== Segment start ==
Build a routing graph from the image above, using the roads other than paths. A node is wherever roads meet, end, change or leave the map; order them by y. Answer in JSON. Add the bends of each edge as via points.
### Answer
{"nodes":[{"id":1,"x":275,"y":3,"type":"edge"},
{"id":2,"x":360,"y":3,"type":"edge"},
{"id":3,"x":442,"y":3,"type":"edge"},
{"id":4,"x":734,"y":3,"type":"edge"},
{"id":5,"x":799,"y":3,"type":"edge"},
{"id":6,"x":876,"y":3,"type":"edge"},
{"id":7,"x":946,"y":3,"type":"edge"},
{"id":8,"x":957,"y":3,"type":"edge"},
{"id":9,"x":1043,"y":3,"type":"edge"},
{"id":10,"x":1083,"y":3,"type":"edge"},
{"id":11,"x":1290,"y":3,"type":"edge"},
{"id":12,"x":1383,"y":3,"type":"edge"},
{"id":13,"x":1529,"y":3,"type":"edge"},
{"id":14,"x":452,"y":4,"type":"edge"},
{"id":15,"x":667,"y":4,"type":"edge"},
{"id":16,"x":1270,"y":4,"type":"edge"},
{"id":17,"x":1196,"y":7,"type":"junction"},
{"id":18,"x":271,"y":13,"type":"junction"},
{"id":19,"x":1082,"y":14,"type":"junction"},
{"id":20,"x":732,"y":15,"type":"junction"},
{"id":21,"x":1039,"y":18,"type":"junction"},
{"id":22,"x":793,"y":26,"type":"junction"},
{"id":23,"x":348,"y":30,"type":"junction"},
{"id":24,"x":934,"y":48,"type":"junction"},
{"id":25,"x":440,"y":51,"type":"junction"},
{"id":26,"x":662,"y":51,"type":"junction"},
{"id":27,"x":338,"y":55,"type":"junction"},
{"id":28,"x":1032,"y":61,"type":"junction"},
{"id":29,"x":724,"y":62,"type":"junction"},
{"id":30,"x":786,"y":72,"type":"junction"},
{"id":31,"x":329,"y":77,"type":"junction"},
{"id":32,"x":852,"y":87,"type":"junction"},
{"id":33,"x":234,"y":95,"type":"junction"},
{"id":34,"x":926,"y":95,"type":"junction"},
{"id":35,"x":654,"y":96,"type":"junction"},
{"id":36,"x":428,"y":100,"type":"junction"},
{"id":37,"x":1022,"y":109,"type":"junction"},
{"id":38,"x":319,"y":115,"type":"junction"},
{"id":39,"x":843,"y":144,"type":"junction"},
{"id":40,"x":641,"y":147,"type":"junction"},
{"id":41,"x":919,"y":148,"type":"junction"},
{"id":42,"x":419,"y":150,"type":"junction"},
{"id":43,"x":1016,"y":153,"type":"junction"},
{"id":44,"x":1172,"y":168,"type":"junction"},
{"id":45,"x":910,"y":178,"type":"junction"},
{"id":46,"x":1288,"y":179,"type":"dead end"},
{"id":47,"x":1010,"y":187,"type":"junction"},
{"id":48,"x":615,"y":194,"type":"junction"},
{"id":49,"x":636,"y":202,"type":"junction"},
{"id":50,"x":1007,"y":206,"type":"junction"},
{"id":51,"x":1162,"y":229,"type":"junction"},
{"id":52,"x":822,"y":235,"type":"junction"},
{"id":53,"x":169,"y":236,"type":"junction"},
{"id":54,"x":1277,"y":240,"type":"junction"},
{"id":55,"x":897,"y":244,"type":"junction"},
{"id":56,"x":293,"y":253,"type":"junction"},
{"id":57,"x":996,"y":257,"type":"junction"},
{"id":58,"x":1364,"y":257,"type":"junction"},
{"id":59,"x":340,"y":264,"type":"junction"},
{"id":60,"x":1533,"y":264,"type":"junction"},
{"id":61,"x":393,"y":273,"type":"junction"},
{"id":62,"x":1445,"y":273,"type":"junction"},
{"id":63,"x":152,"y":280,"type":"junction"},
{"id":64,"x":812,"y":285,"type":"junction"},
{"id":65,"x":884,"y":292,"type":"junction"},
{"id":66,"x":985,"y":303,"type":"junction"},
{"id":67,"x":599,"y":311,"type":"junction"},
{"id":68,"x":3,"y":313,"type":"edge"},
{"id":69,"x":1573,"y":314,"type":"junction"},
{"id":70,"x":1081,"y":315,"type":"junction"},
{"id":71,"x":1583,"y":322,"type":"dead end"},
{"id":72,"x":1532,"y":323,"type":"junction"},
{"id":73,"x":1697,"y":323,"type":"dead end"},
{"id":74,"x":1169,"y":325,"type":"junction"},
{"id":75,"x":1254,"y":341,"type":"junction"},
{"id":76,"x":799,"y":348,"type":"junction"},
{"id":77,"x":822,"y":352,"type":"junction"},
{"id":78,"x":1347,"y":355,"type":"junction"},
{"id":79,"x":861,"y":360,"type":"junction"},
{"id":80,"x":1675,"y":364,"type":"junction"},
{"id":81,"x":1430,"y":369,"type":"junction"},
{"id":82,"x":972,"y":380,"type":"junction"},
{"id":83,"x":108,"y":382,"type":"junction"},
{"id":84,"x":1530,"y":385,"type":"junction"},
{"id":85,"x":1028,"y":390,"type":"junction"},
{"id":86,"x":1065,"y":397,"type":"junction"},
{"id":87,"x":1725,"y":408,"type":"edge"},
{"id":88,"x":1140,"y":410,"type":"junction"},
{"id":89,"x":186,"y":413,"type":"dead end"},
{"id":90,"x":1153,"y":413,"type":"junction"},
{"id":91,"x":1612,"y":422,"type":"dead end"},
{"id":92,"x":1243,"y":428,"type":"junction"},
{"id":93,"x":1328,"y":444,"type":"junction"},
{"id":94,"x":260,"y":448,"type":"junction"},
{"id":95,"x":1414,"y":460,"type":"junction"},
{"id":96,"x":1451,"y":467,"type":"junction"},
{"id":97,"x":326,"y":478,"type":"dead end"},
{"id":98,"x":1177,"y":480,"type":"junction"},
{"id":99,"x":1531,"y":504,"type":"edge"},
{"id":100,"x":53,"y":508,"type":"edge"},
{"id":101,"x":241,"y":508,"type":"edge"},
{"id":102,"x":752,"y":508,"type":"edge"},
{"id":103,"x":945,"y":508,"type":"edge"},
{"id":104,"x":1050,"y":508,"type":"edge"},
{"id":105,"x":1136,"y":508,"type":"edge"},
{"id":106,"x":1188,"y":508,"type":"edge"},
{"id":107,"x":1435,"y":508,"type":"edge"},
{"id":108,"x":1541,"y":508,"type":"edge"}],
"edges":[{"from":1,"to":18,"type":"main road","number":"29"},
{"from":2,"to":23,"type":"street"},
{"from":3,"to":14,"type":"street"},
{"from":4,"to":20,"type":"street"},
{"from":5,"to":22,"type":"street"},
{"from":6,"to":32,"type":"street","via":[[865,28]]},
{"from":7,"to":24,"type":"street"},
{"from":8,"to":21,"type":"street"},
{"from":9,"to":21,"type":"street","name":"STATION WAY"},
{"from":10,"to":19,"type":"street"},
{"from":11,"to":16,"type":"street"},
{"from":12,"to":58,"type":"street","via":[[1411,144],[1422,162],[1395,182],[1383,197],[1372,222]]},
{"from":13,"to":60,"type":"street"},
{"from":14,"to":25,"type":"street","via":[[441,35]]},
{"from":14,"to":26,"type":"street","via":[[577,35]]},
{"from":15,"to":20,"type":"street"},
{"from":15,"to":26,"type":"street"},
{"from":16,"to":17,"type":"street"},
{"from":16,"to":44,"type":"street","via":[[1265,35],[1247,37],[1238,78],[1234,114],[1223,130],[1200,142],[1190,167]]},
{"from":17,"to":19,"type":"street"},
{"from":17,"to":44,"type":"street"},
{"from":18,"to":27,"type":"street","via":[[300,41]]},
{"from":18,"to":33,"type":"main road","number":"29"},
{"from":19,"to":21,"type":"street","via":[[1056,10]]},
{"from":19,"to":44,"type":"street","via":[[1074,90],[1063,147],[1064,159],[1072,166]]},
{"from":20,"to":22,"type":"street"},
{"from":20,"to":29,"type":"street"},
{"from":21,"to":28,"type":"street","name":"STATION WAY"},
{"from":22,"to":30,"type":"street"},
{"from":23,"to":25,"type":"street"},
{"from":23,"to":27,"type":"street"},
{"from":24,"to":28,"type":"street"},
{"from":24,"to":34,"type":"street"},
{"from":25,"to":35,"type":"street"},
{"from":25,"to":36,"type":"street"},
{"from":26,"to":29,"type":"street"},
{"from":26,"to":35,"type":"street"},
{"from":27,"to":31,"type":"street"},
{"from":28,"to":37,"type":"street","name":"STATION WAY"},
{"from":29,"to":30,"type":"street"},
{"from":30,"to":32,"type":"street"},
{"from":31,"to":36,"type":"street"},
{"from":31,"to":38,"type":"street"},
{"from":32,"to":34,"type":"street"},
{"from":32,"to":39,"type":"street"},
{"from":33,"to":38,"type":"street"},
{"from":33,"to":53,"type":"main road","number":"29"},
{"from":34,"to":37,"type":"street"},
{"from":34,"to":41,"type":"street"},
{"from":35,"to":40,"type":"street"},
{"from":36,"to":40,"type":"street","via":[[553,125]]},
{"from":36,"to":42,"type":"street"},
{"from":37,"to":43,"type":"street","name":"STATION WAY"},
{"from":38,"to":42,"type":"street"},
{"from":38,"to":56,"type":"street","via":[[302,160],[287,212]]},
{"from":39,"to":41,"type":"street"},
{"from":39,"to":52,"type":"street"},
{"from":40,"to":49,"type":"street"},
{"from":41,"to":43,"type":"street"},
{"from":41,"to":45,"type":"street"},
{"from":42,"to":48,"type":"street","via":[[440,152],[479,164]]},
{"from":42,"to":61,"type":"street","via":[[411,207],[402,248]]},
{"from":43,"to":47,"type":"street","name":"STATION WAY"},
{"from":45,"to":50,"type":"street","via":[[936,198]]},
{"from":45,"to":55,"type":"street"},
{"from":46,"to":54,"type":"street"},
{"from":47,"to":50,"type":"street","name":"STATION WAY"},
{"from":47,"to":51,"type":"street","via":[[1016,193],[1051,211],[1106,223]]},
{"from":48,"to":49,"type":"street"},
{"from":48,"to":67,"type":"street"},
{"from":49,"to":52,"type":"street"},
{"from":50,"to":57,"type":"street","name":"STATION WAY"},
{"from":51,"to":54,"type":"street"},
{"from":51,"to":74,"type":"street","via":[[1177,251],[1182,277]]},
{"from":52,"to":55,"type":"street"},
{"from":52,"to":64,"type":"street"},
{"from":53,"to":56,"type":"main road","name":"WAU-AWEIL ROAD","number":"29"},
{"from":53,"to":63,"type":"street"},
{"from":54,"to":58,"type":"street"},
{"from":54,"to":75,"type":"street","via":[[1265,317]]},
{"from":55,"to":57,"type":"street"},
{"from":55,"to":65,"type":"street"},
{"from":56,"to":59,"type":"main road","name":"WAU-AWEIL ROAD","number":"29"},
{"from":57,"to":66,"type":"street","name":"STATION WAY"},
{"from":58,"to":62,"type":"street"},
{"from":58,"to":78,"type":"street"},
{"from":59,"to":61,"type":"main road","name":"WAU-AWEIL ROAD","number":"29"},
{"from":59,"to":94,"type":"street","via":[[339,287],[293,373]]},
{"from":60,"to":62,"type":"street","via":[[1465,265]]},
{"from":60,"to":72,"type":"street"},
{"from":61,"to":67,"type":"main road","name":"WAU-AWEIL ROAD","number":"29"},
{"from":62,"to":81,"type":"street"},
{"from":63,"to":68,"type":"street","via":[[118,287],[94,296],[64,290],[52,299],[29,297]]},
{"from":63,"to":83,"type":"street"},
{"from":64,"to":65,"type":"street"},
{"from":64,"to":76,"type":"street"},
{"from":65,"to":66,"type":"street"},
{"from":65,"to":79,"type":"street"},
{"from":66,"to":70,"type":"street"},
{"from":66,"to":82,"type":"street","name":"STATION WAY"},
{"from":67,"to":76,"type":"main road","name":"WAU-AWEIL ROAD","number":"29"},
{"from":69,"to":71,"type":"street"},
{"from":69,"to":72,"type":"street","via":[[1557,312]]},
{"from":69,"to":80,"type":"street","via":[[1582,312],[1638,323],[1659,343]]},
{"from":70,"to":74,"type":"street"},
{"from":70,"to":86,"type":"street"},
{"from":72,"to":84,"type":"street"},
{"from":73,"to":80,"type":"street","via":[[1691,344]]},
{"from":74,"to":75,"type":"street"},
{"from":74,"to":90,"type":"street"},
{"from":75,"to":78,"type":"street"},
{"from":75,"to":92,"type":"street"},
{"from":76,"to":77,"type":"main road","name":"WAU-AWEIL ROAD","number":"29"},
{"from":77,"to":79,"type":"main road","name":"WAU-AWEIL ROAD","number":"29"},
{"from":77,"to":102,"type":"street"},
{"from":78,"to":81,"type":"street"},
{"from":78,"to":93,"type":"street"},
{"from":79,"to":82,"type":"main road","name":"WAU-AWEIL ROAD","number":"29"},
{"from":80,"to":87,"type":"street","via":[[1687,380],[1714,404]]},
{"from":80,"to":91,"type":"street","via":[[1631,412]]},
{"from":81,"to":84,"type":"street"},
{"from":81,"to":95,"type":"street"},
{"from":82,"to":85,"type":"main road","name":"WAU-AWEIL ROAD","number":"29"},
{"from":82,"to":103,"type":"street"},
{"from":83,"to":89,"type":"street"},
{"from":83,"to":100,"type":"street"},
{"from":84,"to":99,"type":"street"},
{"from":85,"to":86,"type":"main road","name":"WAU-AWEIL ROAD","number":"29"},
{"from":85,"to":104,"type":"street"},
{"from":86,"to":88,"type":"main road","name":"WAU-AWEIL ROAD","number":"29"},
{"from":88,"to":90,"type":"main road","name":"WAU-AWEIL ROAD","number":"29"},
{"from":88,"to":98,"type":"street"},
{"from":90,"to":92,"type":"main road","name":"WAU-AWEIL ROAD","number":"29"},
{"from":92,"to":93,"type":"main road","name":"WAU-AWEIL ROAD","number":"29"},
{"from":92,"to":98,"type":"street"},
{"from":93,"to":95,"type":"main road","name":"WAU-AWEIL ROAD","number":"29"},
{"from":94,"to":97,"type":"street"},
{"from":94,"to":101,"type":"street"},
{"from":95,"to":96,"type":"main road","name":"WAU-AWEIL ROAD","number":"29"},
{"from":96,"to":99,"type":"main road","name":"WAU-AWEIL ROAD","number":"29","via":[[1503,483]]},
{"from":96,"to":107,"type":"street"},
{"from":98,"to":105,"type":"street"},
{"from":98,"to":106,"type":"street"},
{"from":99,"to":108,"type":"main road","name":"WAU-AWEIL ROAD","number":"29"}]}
== Segment end ==
From the lines above, copy those that contain the word "dead".

{"id":46,"x":1288,"y":179,"type":"dead end"},
{"id":71,"x":1583,"y":322,"type":"dead end"},
{"id":73,"x":1697,"y":323,"type":"dead end"},
{"id":89,"x":186,"y":413,"type":"dead end"},
{"id":91,"x":1612,"y":422,"type":"dead end"},
{"id":97,"x":326,"y":478,"type":"dead end"},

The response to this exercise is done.